Her father continued, "Maybe this is something we can learn from this." He added: "Cambridge is very welcoming, and it's very diverse. Maybe the acceptance to that blinds us to the fact that there may be more difficulty than people realize."

Some of the Tsarnaevs' fellow immigrants have taken things more personally.

"Cambridge is a very progressive city that is at the forefront of many social issues in this country," said Samuel Gebru, a 21-year-old senior at Concordia College who graduated from Rindge and Latin in 2009. "And one of those social issues is welcoming immigrants and respecting diversity -- not only tolerating it, but celebrating."

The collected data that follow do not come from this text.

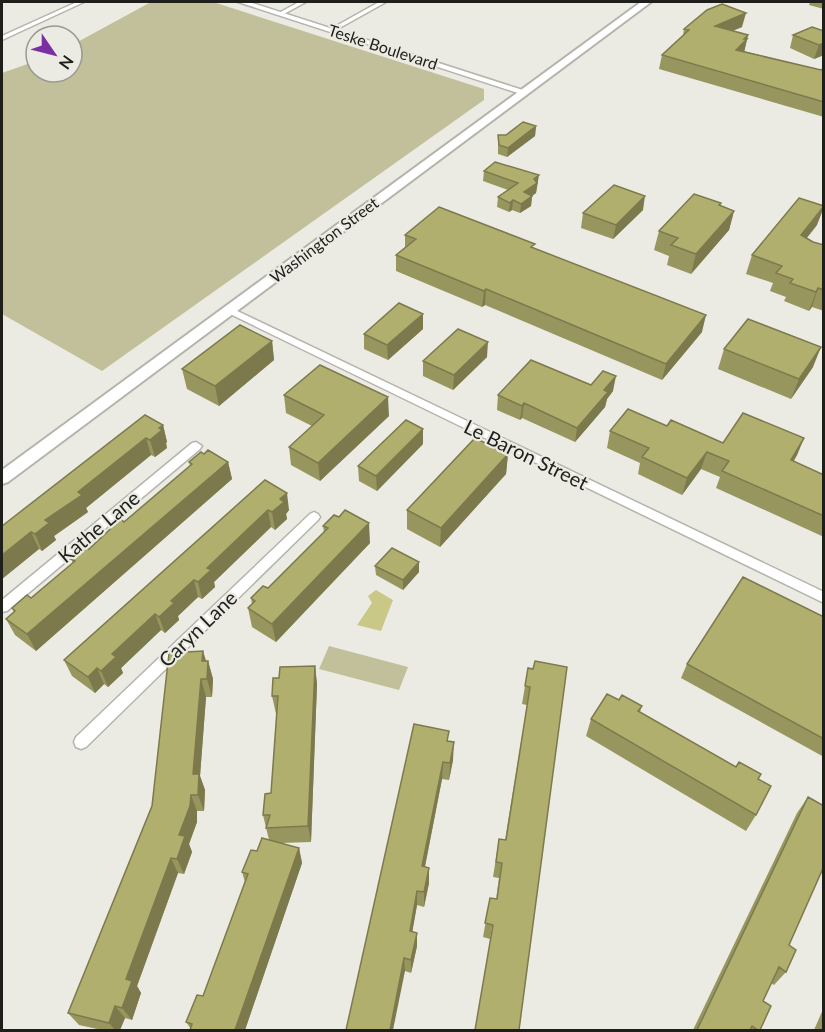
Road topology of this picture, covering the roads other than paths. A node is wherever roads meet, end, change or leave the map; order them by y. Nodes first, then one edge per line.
1 (81, 2) edge
2 (242, 2) edge
3 (303, 2) edge
4 (383, 2) edge
5 (646, 2) edge
6 (280, 14) junction
7 (332, 30) junction
8 (2, 38) edge
9 (524, 92) junction
10 (229, 310) junction
11 (196, 446) dead end
12 (2, 478) edge
13 (314, 517) dead end
14 (824, 598) edge
15 (2, 607) edge
16 (81, 742) dead end

1 - 8 street
2 - 6 street, Teske Boulevard
3 - 6 street
4 - 7 street
5 - 9 main road, Washington Street
6 - 7 street, Teske Boulevard
7 - 9 street, Teske Boulevard
9 - 10 main road, Washington Street
10 - 12 main road, Washington Street
10 - 14 street, Le Baron Street
11 - 15 street, Kathe Lane
13 - 16 street, Caryn Lane

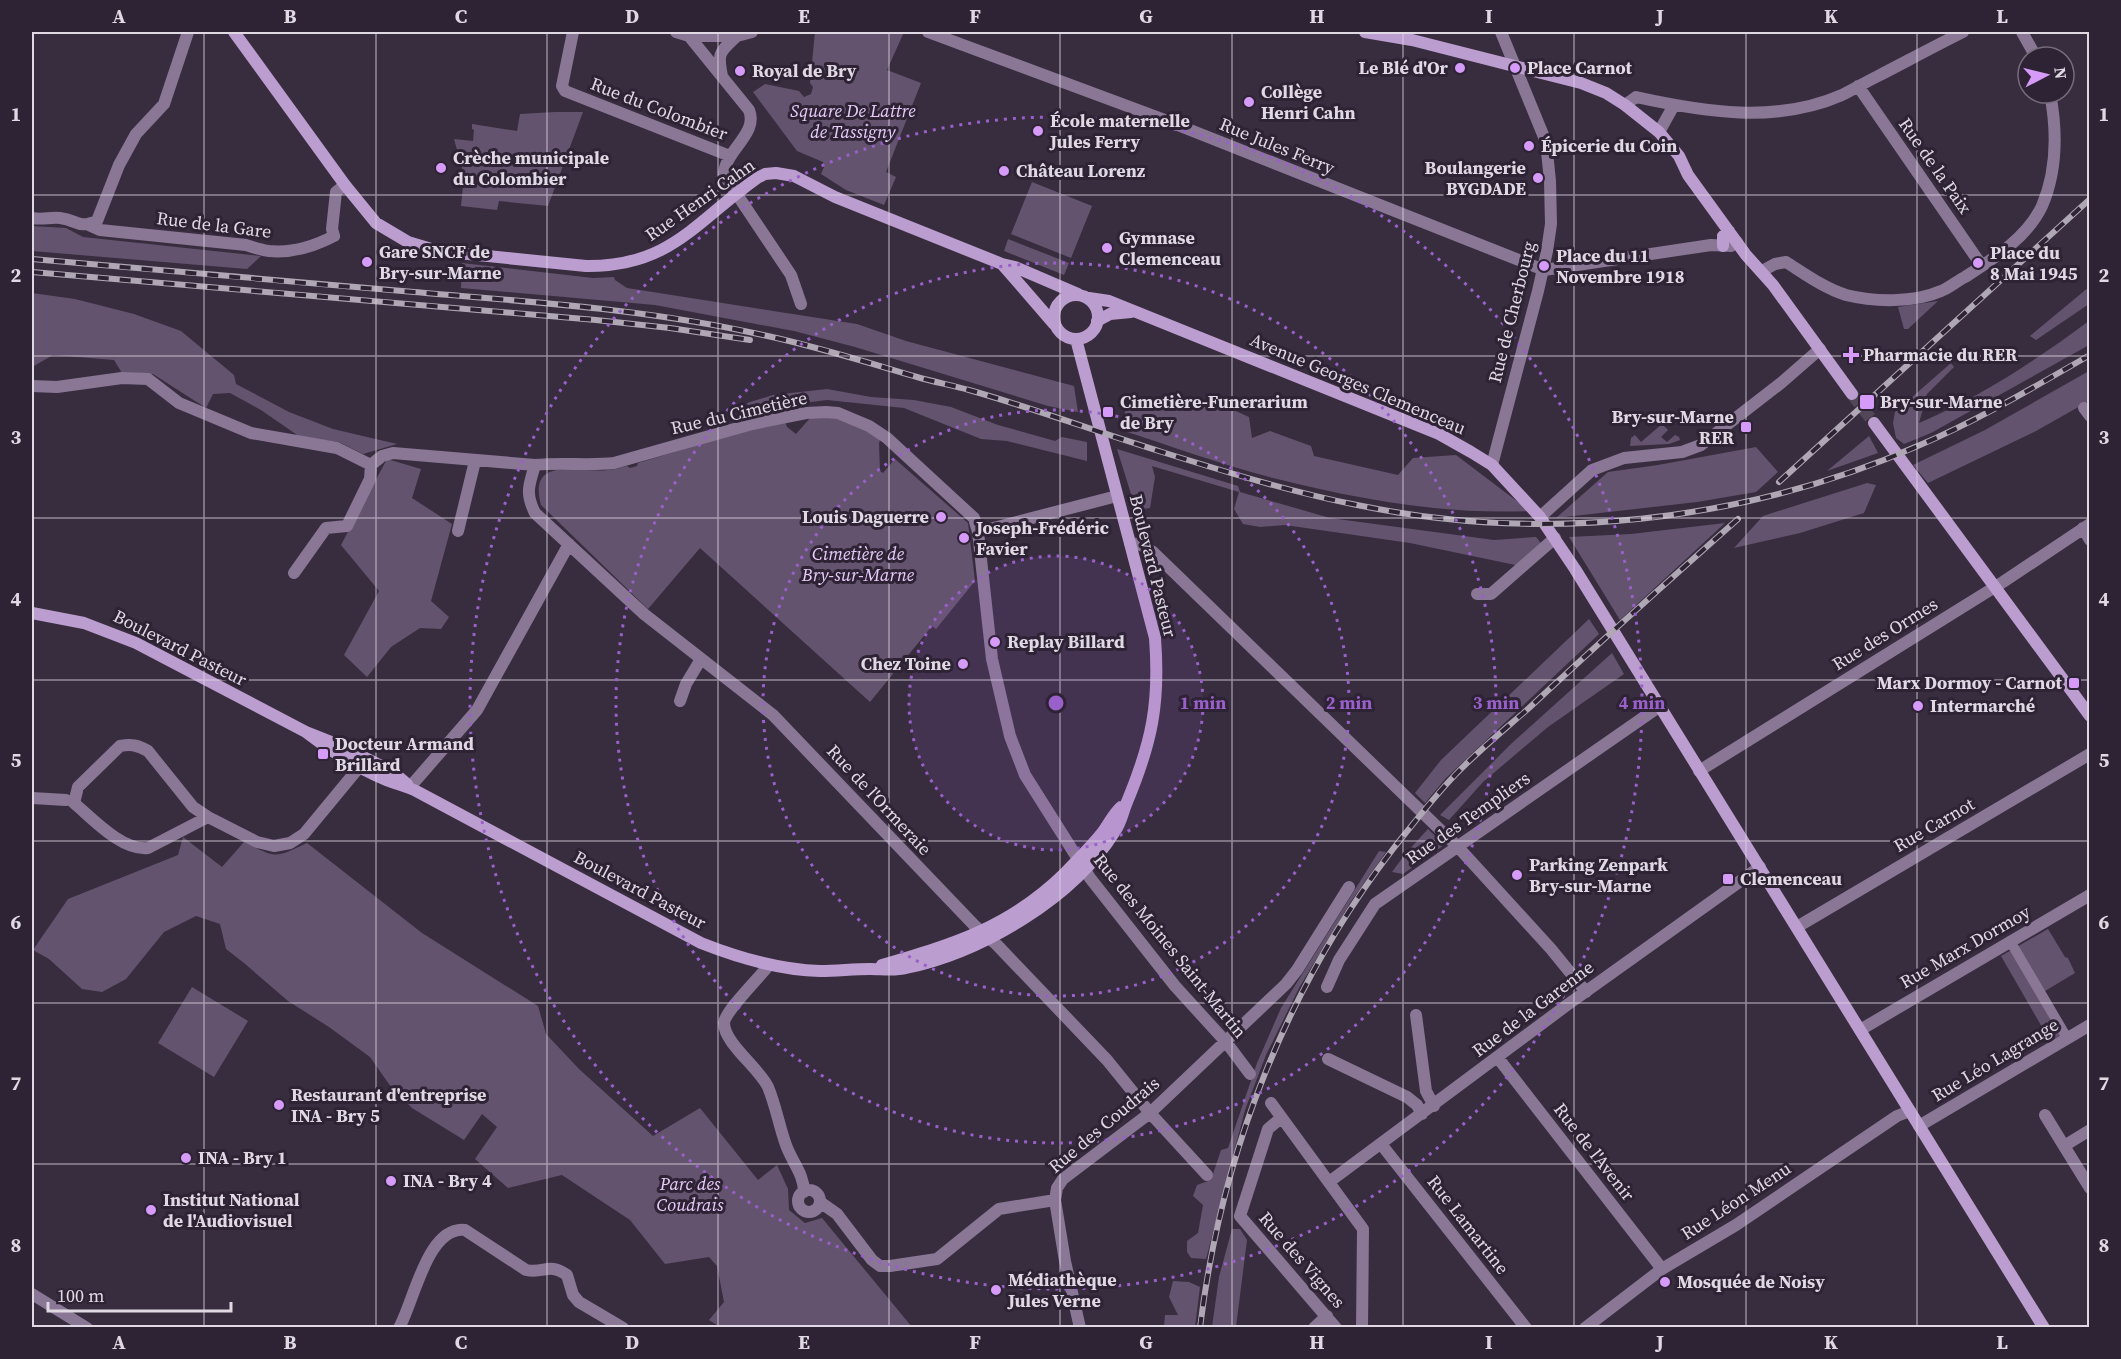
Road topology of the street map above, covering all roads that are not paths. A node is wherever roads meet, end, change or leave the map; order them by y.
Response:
1 (188, 32) edge
2 (234, 32) edge
3 (573, 32) edge
4 (676, 32) edge
5 (752, 32) edge
6 (928, 32) edge
7 (1365, 32) edge
8 (1501, 32) edge
9 (1963, 32) edge
10 (689, 36) junction
11 (737, 36) junction
12 (1515, 66) junction
13 (722, 77) junction
14 (1858, 86) junction
15 (1625, 105) junction
16 (1674, 105) junction
17 (2052, 105) edge
18 (1659, 132) junction
19 (730, 156) junction
20 (345, 185) junction
21 (736, 195) junction
22 (32, 218) edge
23 (89, 225) junction
24 (1729, 231) junction
25 (1737, 242) junction
26 (1723, 246) junction
27 (1002, 264) junction
28 (1982, 266) junction
29 (1544, 270) junction
30 (1761, 271) junction
31 (1083, 296) junction
32 (801, 304) dead end
33 (1131, 312) junction
34 (1098, 321) junction
35 (1054, 324) junction
36 (1076, 339) junction
37 (1820, 350) junction
38 (32, 386) edge
39 (1852, 393) tunnel mouth
40 (1874, 423) tunnel mouth
41 (475, 461) junction
42 (370, 465) junction
43 (536, 465) junction
44 (1492, 465) junction
45 (1117, 496) junction
46 (1540, 516) junction
47 (2086, 526) edge
48 (458, 531) dead end
49 (978, 532) junction
50 (1556, 538) junction
51 (2090, 540) edge
52 (1130, 543) junction
53 (569, 544) junction
54 (294, 573) dead end
55 (1995, 587) junction
56 (1477, 594) dead end
57 (32, 613) edge
58 (701, 659) junction
59 (680, 701) dead end
60 (1660, 706) junction
61 (2090, 716) edge
62 (2090, 754) edge
63 (364, 764) junction
64 (1698, 771) junction
65 (410, 787) junction
66 (32, 798) edge
67 (66, 800) dead end
68 (208, 817) junction
69 (1458, 847) junction
70 (1081, 864) junction
71 (1760, 867) junction
72 (1349, 887) dead end
73 (2090, 895) edge
74 (1797, 927) junction
75 (985, 935) junction
76 (2010, 941) junction
77 (769, 965) junction
78 (1327, 987) dead end
79 (1586, 992) junction
80 (1416, 1015) dead end
81 (2090, 1025) edge
82 (1860, 1030) junction
83 (2067, 1038) junction
84 (1226, 1042) junction
85 (1498, 1058) junction
86 (1328, 1059) dead end
87 (1250, 1074) dead end
88 (1272, 1103) dead end
89 (1434, 1106) junction
90 (1910, 1112) junction
91 (1150, 1113) junction
92 (1422, 1114) junction
93 (2045, 1115) dead end
94 (1281, 1118) junction
95 (1919, 1126) junction
96 (2090, 1130) edge
97 (1381, 1144) junction
98 (2064, 1146) junction
99 (1207, 1175) dead end
100 (1329, 1182) junction
101 (2090, 1188) edge
102 (804, 1192) junction
103 (1055, 1200) junction
104 (820, 1202) junction
105 (1662, 1269) junction
106 (32, 1294) edge
107 (1327, 1316) junction
108 (402, 1323) edge
109 (87, 1328) edge
110 (622, 1328) edge
111 (1080, 1328) edge
112 (1314, 1328) edge
113 (1336, 1328) edge
114 (1362, 1328) edge
115 (1526, 1328) edge
116 (1585, 1328) edge
117 (2044, 1328) edge

1 - 23 street
2 - 20 main road, Rue Henri Cahn
3 - 19 street, Rue du Colombier
4 - 10 street
5 - 11 street
6 - 29 street, Rue Jules Ferry
7 - 12 main road
8 - 12 street, Rue de Cherbourg
9 - 14 street
10 - 11 street
10 - 13 street
11 - 13 street
12 - 15 main road
12 - 29 street, Rue de Cherbourg
13 - 19 street
14 - 16 street
14 - 28 street, Rue de la Paix
15 - 16 street
15 - 18 main road
16 - 18 street
17 - 28 street
18 - 24 main road
19 - 21 street
20 - 21 main road, Rue Henri Cahn
20 - 23 street, Rue de la Gare
21 - 27 main road, Rue Henri Cahn
21 - 32 street
22 - 23 street, Rue de la Gare
24 - 25 main road
24 - 26 main road
25 - 26 street
25 - 30 main road
26 - 29 street
27 - 31 main road, Avenue Georges Clemenceau
27 - 35 main road
28 - 30 street
29 - 44 street, Rue de Cherbourg
30 - 37 main road
31 - 33 main road, Avenue Georges Clemenceau
31 - 34 main road
31 - 35 main road
33 - 34 main road
33 - 44 main road, Avenue Georges Clemenceau
34 - 36 main road
35 - 36 main road
36 - 45 main road, Boulevard Pasteur
37 - 39 main road
37 - 46 street
38 - 42 street
40 - 55 main road
41 - 42 street, Rue du Cimetière
41 - 43 street, Rue du Cimetière
41 - 48 street
42 - 54 street
43 - 49 street, Rue du Cimetière
43 - 53 street, Rue de l'Ormeraie
44 - 46 main road, Avenue Georges Clemenceau
45 - 49 street
45 - 52 main road, Boulevard Pasteur
46 - 50 main road, Avenue Georges Clemenceau
47 - 51 street
47 - 55 street, Rue des Ormes
49 - 70 street, Rue des Moines Saint-Martin
50 - 56 street
50 - 60 main road, Avenue Georges Clemenceau
52 - 69 street
52 - 70 main road, Boulevard Pasteur
53 - 58 street, Rue de l'Ormeraie
53 - 65 street
55 - 61 main road
55 - 64 street, Rue des Ormes
57 - 63 main road, Boulevard Pasteur
58 - 59 street
58 - 75 street, Rue de l'Ormeraie
60 - 64 main road, Avenue Georges Clemenceau
60 - 69 street, Rue des Templiers
62 - 74 street, Rue Carnot
63 - 65 main road, Boulevard Pasteur
63 - 68 street
64 - 71 main road, Avenue Georges Clemenceau
65 - 77 main road, Boulevard Pasteur
66 - 67 street
68 - 68 street
69 - 78 street, Rue des Templiers
69 - 79 street
70 - 75 main road, Boulevard Pasteur
70 - 84 street, Rue des Moines Saint-Martin
71 - 74 main road, Avenue Georges Clemenceau
71 - 79 street, Rue de la Garenne
72 - 84 street, Rue des Coudrais
73 - 76 street, Rue Marx Dormoy
74 - 82 main road, Avenue Georges Clemenceau
75 - 77 main road, Boulevard Pasteur
75 - 91 street, Rue de l'Ormeraie
76 - 82 street, Rue Marx Dormoy
76 - 83 street
77 - 102 street
79 - 85 street, Rue de la Garenne
80 - 89 street
81 - 83 street, Rue Léo Lagrange
82 - 90 main road, Avenue Georges Clemenceau
83 - 95 street, Rue Léo Lagrange
84 - 87 street, Rue des Moines Saint-Martin
84 - 91 street, Rue des Coudrais
85 - 89 street, Rue de la Garenne
85 - 105 street, Rue de l'Avenir
86 - 92 street
88 - 94 street
89 - 92 street, Rue de la Garenne
90 - 95 main road, Avenue Georges Clemenceau
90 - 105 street, Rue Léon Menu
91 - 99 street, Rue de l'Ormeraie
91 - 103 street, Rue des Coudrais
92 - 97 street, Rue de la Garenne
93 - 98 street
94 - 100 street
94 - 107 street, Rue des Vignes
95 - 117 main road, Avenue Georges Clemenceau
96 - 98 street
97 - 100 street, Rue de la Garenne
97 - 115 street, Rue Lamartine
98 - 101 street
100 - 114 street
102 - 104 street
102 - 104 street
103 - 104 street
103 - 111 street, Rue des Coudrais
105 - 116 street, Rue Léon Menu
106 - 109 street
107 - 112 street
107 - 113 street, Rue des Vignes
108 - 110 street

"Those of us who are immigrants -- they are probably the most betrayed," said Mr. Gebru, a native Ethiopian who moved to Cambridge from Sudan when he was 3. "This country has provided me everything, and it has provided you everything. How dare you turn your back? That's what really angered me, more than everything..."

So, Mr Gebru, does Cambridge teach about America? Her greatness and specialness? Her freedom, her equal opportunity for all? The hundreds-of-thousands of heroes who have died defending her? Her traditions of self-sufficiency, self-defense, and limited government ? And the Christianity that all of what we are and have flows from?

No way. What they teach is "diversity." "Multiculturalism." "Welcoming." Which are all words that really mean nothingness. They don't care about you, Mr Gebru; they have treated you like dirt.